- Да, это главное, - подтвердил я механически, а самому все хотелось узнать что-то еще... Спать не клонило, да и едва ли усну - до зари оставалось недолго, а с первыми просветами мы решили ехать дальше.
- Вы говорите, - снова обратился я, - что казаки в Кульджу скрывались, а разве их там не разоружали?
- Зачем разоружать? Нет. Даотай - значит, губернатор этот кульджинский, - он с ними тогда ничего... Положим, и Мураев, говорили, ездил к даотаю, переговоры какие-то вел, да вышло ли что из этого, я и не знаю. Там еще, в Кульдже-то, консул старый русский сидел, от царя остался, - куда же ему деваться было, там и застрял, - да вместо того, чтобы на Россию дело делать, он против нее ополчился. Деньжонки, знать, были у подлеца, а с деньгами чего не сделаешь.

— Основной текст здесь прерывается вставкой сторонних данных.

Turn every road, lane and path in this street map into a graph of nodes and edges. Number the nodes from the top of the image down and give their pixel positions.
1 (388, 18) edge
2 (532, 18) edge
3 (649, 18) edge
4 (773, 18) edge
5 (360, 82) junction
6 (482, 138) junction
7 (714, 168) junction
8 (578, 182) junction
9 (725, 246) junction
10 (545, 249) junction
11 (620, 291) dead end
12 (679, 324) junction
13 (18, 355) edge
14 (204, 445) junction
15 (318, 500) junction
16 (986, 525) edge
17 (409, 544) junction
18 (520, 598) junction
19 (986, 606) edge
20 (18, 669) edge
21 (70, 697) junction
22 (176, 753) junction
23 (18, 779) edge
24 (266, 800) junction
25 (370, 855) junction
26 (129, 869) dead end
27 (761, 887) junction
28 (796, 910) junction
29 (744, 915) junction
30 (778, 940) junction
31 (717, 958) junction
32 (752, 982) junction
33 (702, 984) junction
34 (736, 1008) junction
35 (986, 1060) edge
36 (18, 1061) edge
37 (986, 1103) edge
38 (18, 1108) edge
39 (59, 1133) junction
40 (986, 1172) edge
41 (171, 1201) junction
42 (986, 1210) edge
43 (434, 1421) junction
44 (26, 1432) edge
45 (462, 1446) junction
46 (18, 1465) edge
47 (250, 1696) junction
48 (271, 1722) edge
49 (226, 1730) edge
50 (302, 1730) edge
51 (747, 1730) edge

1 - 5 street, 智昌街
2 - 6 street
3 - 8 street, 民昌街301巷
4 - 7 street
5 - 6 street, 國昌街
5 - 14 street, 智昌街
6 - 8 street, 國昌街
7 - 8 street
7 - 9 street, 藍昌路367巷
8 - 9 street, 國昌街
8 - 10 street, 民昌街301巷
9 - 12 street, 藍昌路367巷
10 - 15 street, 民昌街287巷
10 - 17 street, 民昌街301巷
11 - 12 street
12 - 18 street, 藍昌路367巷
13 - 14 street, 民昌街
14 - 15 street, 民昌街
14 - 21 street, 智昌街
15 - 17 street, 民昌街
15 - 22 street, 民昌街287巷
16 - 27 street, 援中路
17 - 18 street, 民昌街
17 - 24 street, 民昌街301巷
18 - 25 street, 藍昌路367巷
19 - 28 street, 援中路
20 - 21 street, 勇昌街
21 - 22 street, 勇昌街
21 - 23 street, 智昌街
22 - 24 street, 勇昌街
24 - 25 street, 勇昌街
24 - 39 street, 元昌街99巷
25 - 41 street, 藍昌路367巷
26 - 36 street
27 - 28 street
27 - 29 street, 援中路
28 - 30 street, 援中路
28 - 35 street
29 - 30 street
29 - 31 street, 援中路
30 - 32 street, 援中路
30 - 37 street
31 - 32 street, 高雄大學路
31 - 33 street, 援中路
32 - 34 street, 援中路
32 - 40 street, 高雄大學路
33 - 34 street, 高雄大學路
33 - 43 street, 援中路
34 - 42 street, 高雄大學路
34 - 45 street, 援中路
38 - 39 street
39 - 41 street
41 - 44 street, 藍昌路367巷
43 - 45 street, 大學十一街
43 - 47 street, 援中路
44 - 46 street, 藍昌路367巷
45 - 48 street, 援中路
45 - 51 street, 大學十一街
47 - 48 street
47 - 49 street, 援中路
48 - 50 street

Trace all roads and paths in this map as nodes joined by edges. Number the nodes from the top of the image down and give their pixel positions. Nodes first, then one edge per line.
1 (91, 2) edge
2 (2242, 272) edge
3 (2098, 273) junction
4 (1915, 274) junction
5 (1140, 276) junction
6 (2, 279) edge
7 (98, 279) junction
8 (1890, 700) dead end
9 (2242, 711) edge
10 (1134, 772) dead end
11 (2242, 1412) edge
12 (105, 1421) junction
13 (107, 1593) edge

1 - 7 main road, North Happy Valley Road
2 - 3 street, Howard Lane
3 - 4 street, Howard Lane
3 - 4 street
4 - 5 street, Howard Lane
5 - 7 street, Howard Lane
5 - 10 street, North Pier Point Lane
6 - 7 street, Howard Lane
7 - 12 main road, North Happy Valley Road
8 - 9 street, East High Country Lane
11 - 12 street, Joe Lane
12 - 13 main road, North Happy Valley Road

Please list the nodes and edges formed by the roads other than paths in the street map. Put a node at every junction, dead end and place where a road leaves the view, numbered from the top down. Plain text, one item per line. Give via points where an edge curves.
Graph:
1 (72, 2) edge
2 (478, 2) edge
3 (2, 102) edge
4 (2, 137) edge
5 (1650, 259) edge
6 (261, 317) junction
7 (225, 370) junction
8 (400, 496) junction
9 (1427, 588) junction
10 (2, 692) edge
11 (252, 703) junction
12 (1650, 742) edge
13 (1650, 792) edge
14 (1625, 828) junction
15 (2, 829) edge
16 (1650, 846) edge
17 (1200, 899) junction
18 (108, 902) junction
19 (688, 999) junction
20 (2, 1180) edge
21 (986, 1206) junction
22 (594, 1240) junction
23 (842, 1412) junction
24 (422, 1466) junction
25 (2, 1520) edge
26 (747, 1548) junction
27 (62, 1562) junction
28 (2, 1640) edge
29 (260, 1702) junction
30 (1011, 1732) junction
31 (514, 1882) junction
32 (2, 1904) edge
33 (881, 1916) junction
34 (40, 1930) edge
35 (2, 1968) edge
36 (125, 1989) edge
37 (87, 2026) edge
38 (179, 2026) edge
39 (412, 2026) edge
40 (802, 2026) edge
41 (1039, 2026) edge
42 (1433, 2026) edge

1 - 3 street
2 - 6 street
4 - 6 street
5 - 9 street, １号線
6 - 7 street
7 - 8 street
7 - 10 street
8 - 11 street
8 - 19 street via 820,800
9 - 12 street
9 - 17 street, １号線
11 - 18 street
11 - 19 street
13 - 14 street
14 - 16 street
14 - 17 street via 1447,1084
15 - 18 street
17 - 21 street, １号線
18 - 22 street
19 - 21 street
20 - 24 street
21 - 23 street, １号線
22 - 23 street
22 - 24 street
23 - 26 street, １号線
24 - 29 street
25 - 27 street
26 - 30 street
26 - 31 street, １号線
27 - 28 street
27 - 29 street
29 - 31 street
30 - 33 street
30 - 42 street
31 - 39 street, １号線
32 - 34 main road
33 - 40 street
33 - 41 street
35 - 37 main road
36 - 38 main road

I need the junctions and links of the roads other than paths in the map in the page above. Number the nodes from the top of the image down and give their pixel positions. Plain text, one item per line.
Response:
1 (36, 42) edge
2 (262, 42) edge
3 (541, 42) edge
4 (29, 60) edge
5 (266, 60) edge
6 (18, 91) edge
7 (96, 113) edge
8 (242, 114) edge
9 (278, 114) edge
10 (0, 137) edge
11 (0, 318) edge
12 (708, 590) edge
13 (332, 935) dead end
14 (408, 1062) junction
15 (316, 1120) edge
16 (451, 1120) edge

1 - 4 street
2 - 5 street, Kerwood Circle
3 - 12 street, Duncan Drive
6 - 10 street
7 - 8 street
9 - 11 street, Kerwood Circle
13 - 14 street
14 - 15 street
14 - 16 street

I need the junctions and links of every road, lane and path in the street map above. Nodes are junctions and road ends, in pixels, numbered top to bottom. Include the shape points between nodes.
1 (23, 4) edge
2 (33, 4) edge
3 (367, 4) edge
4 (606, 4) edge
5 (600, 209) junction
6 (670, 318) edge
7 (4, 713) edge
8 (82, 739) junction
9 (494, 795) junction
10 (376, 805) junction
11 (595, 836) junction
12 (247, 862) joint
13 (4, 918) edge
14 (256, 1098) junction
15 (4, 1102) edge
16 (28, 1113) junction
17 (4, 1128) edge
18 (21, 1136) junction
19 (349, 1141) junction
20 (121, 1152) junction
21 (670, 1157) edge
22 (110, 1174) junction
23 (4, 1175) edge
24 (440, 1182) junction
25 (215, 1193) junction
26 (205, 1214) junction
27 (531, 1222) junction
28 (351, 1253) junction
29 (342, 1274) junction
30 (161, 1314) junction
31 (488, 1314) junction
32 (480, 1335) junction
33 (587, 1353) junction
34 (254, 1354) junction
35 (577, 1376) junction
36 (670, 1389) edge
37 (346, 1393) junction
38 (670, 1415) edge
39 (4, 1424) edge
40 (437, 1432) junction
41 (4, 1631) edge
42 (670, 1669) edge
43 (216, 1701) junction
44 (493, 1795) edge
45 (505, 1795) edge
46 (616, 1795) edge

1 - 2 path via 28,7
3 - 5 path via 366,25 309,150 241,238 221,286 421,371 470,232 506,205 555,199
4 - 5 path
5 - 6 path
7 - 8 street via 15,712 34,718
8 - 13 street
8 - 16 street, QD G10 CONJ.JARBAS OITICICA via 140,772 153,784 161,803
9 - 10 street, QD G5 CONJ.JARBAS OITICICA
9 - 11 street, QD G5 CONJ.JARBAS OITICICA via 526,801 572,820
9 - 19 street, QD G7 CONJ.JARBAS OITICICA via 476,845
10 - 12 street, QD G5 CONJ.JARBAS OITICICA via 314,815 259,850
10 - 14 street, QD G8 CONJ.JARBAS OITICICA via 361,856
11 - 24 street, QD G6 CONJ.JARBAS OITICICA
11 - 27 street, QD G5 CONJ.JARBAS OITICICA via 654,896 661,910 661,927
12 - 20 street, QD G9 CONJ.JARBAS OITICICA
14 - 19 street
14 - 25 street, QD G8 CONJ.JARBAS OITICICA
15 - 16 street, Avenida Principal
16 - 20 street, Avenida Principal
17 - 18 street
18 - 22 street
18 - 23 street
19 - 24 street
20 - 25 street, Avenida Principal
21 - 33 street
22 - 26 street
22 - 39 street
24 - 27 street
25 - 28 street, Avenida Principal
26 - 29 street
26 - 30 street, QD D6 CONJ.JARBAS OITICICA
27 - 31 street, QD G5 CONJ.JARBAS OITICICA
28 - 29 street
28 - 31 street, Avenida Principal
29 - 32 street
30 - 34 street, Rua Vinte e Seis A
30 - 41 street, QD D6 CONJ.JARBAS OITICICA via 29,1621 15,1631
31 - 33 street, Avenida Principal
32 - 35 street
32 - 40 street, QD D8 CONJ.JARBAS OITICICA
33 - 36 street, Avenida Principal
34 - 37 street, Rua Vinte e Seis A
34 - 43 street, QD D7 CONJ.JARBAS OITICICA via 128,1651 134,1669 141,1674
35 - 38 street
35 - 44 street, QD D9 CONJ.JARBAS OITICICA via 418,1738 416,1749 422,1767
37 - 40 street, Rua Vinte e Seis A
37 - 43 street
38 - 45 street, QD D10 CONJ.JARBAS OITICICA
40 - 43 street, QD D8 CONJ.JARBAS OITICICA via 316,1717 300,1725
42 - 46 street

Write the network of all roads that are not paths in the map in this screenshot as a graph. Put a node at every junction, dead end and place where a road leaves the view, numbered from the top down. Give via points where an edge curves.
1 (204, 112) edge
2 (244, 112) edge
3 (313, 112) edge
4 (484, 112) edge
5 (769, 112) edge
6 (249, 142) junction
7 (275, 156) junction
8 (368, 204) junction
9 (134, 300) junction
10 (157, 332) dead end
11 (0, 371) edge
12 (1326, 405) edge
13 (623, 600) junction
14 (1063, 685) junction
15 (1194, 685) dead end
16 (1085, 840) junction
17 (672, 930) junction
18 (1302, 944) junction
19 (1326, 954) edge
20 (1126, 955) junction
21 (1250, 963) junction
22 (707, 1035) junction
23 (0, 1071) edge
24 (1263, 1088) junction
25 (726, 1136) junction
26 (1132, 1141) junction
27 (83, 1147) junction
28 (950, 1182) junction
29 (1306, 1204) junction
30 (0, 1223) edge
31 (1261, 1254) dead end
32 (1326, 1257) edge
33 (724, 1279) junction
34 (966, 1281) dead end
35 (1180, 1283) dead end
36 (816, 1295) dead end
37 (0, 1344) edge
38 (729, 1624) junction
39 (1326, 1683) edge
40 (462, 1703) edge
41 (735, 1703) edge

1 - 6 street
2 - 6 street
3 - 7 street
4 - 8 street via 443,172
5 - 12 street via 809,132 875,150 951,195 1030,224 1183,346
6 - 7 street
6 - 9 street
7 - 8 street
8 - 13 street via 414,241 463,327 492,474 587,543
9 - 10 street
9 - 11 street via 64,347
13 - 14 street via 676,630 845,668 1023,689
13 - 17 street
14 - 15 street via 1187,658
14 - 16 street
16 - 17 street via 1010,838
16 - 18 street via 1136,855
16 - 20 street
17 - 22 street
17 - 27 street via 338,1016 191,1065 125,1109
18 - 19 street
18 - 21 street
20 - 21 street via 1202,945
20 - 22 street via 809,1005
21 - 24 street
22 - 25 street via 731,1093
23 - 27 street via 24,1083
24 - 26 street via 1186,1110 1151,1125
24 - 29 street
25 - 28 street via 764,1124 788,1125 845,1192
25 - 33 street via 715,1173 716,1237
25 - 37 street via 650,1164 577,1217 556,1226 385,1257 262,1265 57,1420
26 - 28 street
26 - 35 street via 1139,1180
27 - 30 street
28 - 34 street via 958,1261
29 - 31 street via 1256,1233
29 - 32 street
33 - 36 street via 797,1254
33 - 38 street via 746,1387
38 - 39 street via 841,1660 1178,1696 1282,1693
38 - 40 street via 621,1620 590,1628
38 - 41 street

Он на деньги эти и казаков-то содержал, помогал им, готовил, чтобы на Семиречье ударить...
- Ну, а с Мамонтовым что было? Его отряд куда девался после Джаркента?
- А его отряд, - отвечал тихо Иван Карпыч, - его отряд пошел, куда ему и сказано было: через Копал, весь Лепсинский уезд прошел, самые Тахты отбил у казаков, а их - в Китай. Только, сукины сыны, уж и свирепство нагнали, особенно насчет киргиз: как в степи попадет - ага, значит, разведчик, давай его сюда! И молотят как шпиона казацкого. Ну, после такого дела они, конечно, киргизы-то, все и подлинно казакам помогать стали. Эх, и отрядик был, вот панику нагнал на всех!
Я посмотрел на утомленное лицо своего собеседника, и стало мне его попросту жалко, и сделалось неловко, что так я его заживодерил, а решимости оборвать беседу, видимо, у него не хватало. Вижу, что делу надо конец подводить, хоть того и не хотел.
Иван Карпыч сидел молча, последние минуты он говорил уже чуть-чуть поохрипшим голосом.
- А ну, не спать ли пора? - обратился я к нему, стараясь придать голосу своему как можно более веселости и непринужденности.
- Што же, спать, так спать, - вздохнул он облегченно.
И через минуту, пожав мне руку, он ушел на свою половину. А я остался на крылечке. И как же теперь здесь было тихо! Как было жутко, торжественно в молчаливых горах. Кругом, словно с глубокого дна, я вижу темные, чуть различимые силуэты скалистых склонов, - они сливаются, перемежаются, пропадают так же внезапно, как внезапно выплывают из мрака. Теперь, глубокой ночью, и небо другое, не то что ввечеру оно густое, насыщенное, словно налитое полуночной свежестью, холодной испариной горных ручьев. Прекрасное высокое строгое небо. И оно еще выше от этих гигантов-скал, от этой чуткой тишины. Я вдыхаю свежий горный воздух, и так мне легко, так отчего-то все и просто, и ясно, и посильно, я чувствую себя здоровым, уверенным, на все готовым.